Sunday, December 30, 2007

#68 - The Bottom Line About Executive Power

You have two kinds of people:

Group A: These people believe that executive power is a good and that problems aren't a cause of allowing executive power but cause of people who use it. The problem with this position is that there is no way to truly determine what's "good" use of executive power if it's in the hand of those that wield. Power Corrupts.

Group B: These people think executive power unchecked is dangerous no matter what the intentions or actions that are being taken unilaterally. People have issue with these people cause they worry about rare circumstances in which they would justify unilateral action.

I belong to group B, most of the time there is no reason for executive unchecked power like signing statements and the patriot act and those rare occasions people fear don't seem dire enough to me to justify such dangerous power being wielded.

Sometimes I feel like I'm watching Lord of the Rings, and the one ring is executive power which everyone wants to wield and Ron Paul is the innocent hobbit with a pure heart that can fight off the temptation of power in his quest to destroy it.


So Where do the candidates stand on executive power:


"And while all the Democrats condemned Bush's use of signing statements, Clinton, Edwards, and Obama each said that they would use them too - just less aggressively.
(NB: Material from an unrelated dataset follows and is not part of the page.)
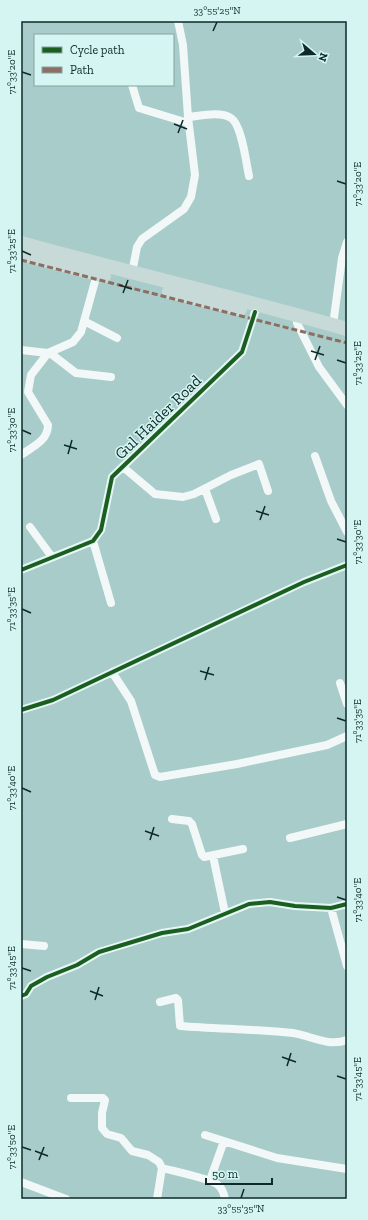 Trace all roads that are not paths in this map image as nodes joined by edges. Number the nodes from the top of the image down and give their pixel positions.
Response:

Obama said the problem with Bush's signing statements is not the device itself, but rather that Bush has invoked legal theories that most constitutional scholars consider "dubious" when reserving his alleged right to bypass certain laws.

"No one doubts that it is appropriate to use signing statements to protect a president's constitutional prerogatives; unfortunately, the Bush administration has gone much further than that," Obama said.

By contrast, Biden, Dodd, and Richardson called for an end to signing statements altogether.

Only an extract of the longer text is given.